To do: Copy each line below holding "Flyover".
╔══
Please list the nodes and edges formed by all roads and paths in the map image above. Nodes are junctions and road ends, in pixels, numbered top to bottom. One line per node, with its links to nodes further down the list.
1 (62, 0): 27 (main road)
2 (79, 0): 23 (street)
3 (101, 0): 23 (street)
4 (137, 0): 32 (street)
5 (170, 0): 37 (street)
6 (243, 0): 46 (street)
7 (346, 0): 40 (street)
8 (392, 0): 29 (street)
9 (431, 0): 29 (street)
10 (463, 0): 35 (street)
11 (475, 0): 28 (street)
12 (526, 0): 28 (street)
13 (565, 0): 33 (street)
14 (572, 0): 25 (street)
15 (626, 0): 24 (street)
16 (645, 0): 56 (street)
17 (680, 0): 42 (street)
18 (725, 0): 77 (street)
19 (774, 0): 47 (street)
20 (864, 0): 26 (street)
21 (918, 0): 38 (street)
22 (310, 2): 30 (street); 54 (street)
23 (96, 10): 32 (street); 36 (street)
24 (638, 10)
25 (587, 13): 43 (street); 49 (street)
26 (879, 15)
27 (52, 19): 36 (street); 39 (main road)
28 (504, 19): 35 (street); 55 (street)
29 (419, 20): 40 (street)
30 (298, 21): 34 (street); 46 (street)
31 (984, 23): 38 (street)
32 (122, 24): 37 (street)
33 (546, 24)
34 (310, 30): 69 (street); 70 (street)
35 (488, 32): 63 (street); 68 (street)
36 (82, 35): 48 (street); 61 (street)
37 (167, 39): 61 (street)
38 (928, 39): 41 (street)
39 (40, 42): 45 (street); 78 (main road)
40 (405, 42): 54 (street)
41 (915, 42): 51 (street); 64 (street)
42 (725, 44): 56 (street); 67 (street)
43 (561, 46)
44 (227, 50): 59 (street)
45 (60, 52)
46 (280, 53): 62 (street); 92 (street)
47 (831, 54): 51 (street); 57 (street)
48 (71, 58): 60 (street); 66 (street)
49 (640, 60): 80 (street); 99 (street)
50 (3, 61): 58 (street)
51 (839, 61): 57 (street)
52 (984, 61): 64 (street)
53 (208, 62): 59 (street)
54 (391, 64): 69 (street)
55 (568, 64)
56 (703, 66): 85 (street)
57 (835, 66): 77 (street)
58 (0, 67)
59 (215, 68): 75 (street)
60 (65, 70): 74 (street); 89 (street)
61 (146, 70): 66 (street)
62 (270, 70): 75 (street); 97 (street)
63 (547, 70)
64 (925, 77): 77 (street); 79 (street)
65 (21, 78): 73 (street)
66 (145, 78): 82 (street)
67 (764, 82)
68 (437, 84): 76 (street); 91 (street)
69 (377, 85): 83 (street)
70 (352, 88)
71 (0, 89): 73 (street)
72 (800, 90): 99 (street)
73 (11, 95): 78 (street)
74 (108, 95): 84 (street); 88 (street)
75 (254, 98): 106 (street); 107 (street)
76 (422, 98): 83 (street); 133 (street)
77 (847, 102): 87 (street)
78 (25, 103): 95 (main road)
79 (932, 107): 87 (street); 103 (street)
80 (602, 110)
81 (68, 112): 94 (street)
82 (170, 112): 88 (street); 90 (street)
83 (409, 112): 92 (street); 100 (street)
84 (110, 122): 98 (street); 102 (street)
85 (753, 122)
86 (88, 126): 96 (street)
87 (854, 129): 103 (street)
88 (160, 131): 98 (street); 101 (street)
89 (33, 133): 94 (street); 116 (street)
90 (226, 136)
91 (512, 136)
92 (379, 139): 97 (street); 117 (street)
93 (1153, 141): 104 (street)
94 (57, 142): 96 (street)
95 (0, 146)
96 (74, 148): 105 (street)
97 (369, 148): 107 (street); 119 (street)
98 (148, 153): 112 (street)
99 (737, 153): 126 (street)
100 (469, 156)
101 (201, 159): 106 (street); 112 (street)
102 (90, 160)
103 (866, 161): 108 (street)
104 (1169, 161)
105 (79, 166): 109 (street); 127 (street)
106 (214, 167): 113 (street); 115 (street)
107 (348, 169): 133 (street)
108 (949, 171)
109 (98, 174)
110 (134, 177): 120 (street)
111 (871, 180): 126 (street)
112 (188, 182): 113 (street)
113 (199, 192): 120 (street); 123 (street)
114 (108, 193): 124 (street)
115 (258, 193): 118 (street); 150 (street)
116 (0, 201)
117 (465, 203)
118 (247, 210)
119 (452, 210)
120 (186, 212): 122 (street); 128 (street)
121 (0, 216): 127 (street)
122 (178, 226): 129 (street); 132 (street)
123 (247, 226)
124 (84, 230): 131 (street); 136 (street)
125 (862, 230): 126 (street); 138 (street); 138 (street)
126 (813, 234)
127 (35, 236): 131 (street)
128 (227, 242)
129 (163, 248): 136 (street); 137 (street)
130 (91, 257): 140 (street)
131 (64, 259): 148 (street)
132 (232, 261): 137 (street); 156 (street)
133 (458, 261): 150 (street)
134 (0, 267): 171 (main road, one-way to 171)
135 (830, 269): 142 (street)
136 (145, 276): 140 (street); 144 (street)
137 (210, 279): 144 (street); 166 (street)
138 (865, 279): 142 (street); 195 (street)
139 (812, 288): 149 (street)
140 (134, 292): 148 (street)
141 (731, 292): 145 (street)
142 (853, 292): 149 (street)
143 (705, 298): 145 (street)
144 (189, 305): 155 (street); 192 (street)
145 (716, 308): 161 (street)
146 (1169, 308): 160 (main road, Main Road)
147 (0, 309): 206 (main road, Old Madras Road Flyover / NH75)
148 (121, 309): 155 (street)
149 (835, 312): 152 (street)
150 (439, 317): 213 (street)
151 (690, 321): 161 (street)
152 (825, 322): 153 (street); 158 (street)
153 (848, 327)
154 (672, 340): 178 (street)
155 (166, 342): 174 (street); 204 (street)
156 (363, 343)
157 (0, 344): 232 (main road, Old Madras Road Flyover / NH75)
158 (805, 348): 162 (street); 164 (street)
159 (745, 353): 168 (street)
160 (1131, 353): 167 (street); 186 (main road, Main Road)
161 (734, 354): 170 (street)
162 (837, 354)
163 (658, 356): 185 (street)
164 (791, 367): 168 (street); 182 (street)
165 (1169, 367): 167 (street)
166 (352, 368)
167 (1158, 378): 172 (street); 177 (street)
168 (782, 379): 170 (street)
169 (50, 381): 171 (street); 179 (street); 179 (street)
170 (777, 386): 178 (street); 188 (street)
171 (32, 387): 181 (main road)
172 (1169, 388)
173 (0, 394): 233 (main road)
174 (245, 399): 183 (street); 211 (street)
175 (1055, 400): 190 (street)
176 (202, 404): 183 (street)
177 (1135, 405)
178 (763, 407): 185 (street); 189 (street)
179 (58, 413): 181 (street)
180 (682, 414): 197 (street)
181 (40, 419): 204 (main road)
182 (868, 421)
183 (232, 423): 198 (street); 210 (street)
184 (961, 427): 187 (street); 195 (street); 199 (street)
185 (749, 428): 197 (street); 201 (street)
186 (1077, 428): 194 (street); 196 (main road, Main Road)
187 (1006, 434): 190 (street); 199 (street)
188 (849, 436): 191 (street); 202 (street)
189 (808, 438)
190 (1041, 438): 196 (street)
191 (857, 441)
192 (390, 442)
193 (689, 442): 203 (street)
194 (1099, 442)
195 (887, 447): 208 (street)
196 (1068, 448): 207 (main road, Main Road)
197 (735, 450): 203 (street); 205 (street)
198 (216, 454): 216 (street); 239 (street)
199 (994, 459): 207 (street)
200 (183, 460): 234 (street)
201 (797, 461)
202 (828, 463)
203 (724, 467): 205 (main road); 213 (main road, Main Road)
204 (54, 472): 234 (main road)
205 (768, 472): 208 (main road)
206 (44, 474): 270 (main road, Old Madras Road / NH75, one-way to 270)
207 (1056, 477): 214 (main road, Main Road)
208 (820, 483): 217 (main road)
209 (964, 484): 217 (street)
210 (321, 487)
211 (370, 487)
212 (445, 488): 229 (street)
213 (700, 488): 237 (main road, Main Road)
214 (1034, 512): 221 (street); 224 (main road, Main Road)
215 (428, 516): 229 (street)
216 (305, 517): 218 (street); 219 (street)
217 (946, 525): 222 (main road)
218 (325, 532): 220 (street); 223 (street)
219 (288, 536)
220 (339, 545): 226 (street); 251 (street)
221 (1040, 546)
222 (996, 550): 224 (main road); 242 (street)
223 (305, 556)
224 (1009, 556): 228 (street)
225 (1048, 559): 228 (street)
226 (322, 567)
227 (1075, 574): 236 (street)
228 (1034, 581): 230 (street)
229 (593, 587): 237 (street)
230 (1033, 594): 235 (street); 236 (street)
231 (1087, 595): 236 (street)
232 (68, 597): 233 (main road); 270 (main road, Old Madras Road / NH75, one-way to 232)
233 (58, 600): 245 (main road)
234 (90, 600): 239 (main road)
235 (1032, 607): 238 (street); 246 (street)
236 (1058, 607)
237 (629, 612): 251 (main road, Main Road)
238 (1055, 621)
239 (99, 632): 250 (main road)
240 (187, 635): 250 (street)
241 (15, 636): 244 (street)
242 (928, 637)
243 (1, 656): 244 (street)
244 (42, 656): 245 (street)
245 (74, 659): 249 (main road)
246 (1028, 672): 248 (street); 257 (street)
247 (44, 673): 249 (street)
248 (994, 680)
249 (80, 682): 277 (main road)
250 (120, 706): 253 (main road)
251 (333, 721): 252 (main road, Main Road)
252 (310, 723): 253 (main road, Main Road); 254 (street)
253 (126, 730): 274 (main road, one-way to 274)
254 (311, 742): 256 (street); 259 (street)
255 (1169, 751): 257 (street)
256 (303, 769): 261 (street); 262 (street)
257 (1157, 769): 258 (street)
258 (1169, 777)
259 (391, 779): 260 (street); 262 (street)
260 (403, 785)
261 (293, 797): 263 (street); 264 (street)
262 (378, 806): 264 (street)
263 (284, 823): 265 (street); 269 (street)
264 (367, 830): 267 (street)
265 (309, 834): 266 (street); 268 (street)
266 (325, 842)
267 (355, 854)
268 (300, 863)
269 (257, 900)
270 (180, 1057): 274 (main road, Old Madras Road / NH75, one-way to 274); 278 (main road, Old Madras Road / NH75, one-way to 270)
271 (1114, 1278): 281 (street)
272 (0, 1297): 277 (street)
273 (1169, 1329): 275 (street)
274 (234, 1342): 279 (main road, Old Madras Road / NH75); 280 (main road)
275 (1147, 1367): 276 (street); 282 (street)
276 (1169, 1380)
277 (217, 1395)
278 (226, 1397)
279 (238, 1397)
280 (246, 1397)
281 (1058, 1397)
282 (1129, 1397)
╚══
Solved exercise:
147 (0, 309): 206 (main road, Old Madras Road Flyover / NH75)
157 (0, 344): 232 (main road, Old Madras Road Flyover / NH75)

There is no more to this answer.